紧接着,又一道红光从西边院墙后飞出来,强势攻击不远处那个对我下黑手的白衣女人……
红光打进白衣女人胸口,白衣女人惊惶失色地诧异昂头:“魔界的人……”
清楚自己不是那团红光的对手,白衣女人转身就化作一缕黑气仓皇逃离。
一红一黑两股力量相继消失在了视线里,小银鱼也从紫贝壳内清醒过来。
甩着漂亮的五色银尾巴,无奈吐槽:
“傻蛋,区区黄河水族普通蚌妖,也敢袭击黄河水神。
真是山中无老虎猴子称霸王,也不瞅瞅自己有那个能力吗!水神之躯岂是你伤得了的!”
我惊魂未定地拍拍胸口,“她想杀我?”
小银鱼扭腰摆尾巴:“很明显,你猜对了。

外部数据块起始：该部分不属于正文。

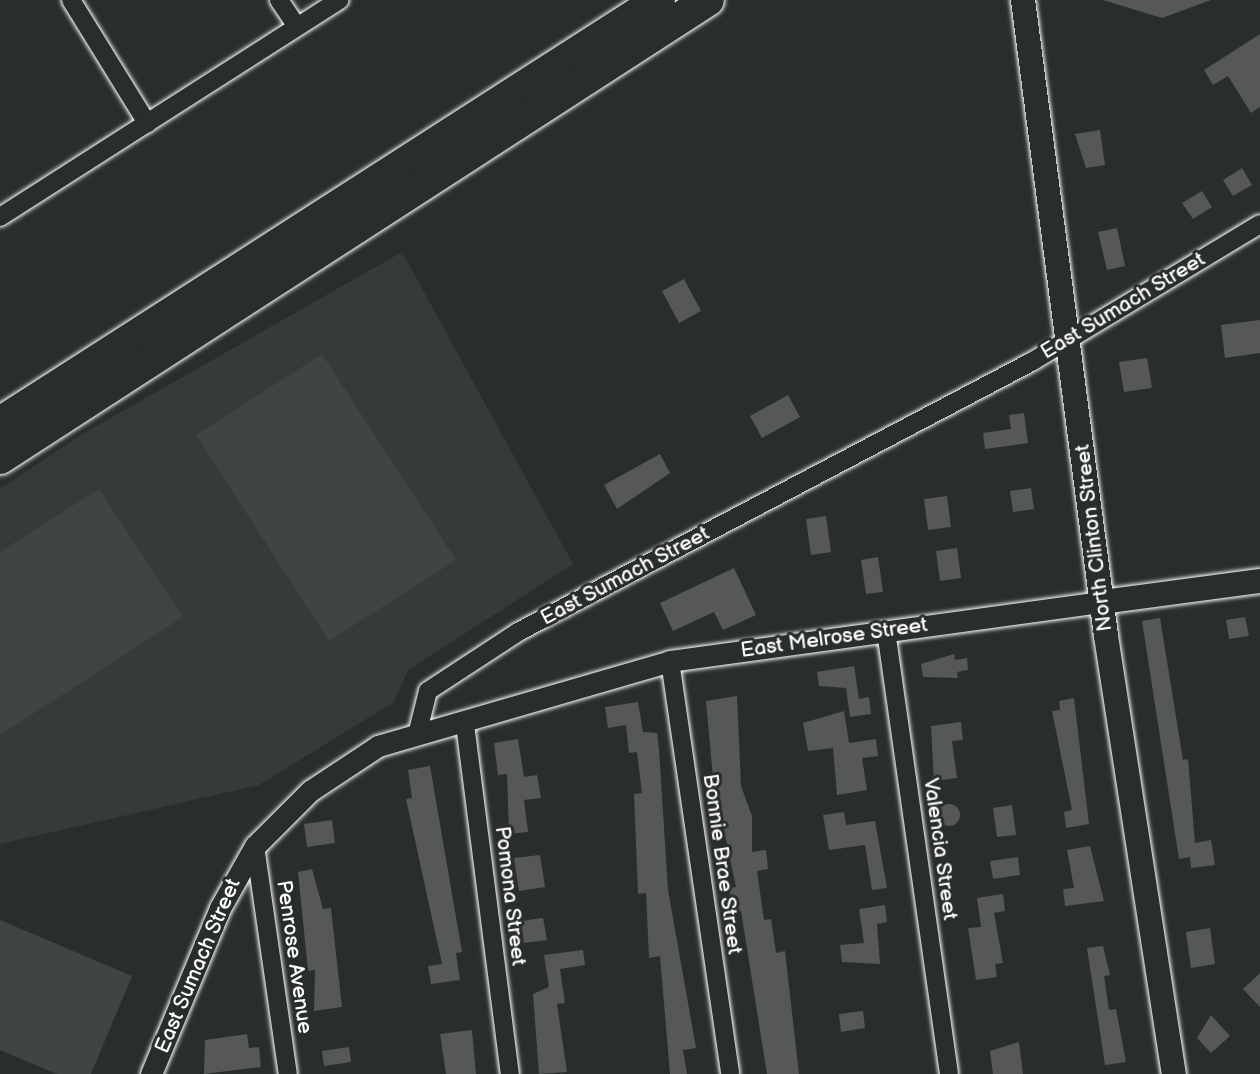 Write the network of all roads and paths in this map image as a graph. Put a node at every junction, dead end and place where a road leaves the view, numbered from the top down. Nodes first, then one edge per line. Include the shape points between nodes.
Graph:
1 (71, 0) edge
2 (279, 0) edge
3 (339, 0) edge
4 (659, 0) edge
5 (1023, 0) edge
6 (702, 4) edge
7 (297, 27) junction
8 (148, 123) junction
9 (0, 217) edge
10 (1260, 225) edge
11 (1069, 338) junction
12 (0, 423) edge
13 (0, 458) edge
14 (1260, 581) edge
15 (1102, 602) junction
16 (886, 631) junction
17 (670, 661) junction
18 (465, 724) junction
19 (417, 735) junction
20 (255, 846) junction
21 (151, 1074) edge
22 (288, 1074) edge
23 (510, 1074) edge
24 (730, 1074) edge
25 (949, 1074) edge
26 (1174, 1074) edge

1 - 8 street
2 - 7 street
3 - 7 street
4 - 12 highway
5 - 11 main road, North Clinton Street
6 - 13 highway
7 - 8 street
8 - 9 street
10 - 11 street, East Sumach Street
11 - 15 main road, North Clinton Street
11 - 19 street, East Sumach Street via 518,632 428,691
14 - 15 main road, East Melrose Street
15 - 16 street, East Melrose Street
15 - 26 main road, North Clinton Street
16 - 17 street, East Melrose Street
16 - 25 street, Valencia Street
17 - 18 street, East Melrose Street
17 - 24 street, Bonnie Brae Street
18 - 19 street, East Melrose Street
18 - 23 street, Pomona Street
19 - 20 street, East Sumach Street via 349,761
20 - 21 street, East Sumach Street via 220,908
20 - 22 street, Penrose Avenue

”
“吓死我了,还好有你保护我!”
“……”小银鱼张了张嘴,欲言又止。
我不敢在外面耽搁了,连摘桃子都放弃了,加快步伐往院子里去:
“她又发什么神经,怎么突然想杀我。”
小银鱼晃着大尾巴撵上我的速度:
“八成又在大王那边碰壁了呗!再说,她也不是第一次想杀你了。”
我缩缩脑袋,迈进门槛转身利索关大门:“帝曦的桃花真可怕!”
苏苏拿着竹筐正好从堂屋跑出来,见我空着手就回来了,好奇问我:“咦二姐,不摘桃子了吗?”
我拍拍手心累道:“不摘了,你二姐的小命刚刚差点都被人摘走了!”
苏苏闻言立马担忧地放下竹筐,迎上来拉住我的手,
“二姐你怎么了?没事吧!有没有哪里伤着碰着?”
小银鱼悠哉悠哉道:“你二姐没事,水里的小东西暂且还伤不着你二姐。”
“我没事。”
我握紧苏苏的指尖安慰:
“我好着呢,有小银鱼在我身边,我还有藏息铃,都这样了还能被伤着,那可真是太废柴了!”
“没被伤到就好,幸亏姐夫有先见之明,给了二姐防身法器,二姐你实在太遭坏东西惦记了!”流苏乖软抱住我胳膊,歪头靠在我肩上小声叹息。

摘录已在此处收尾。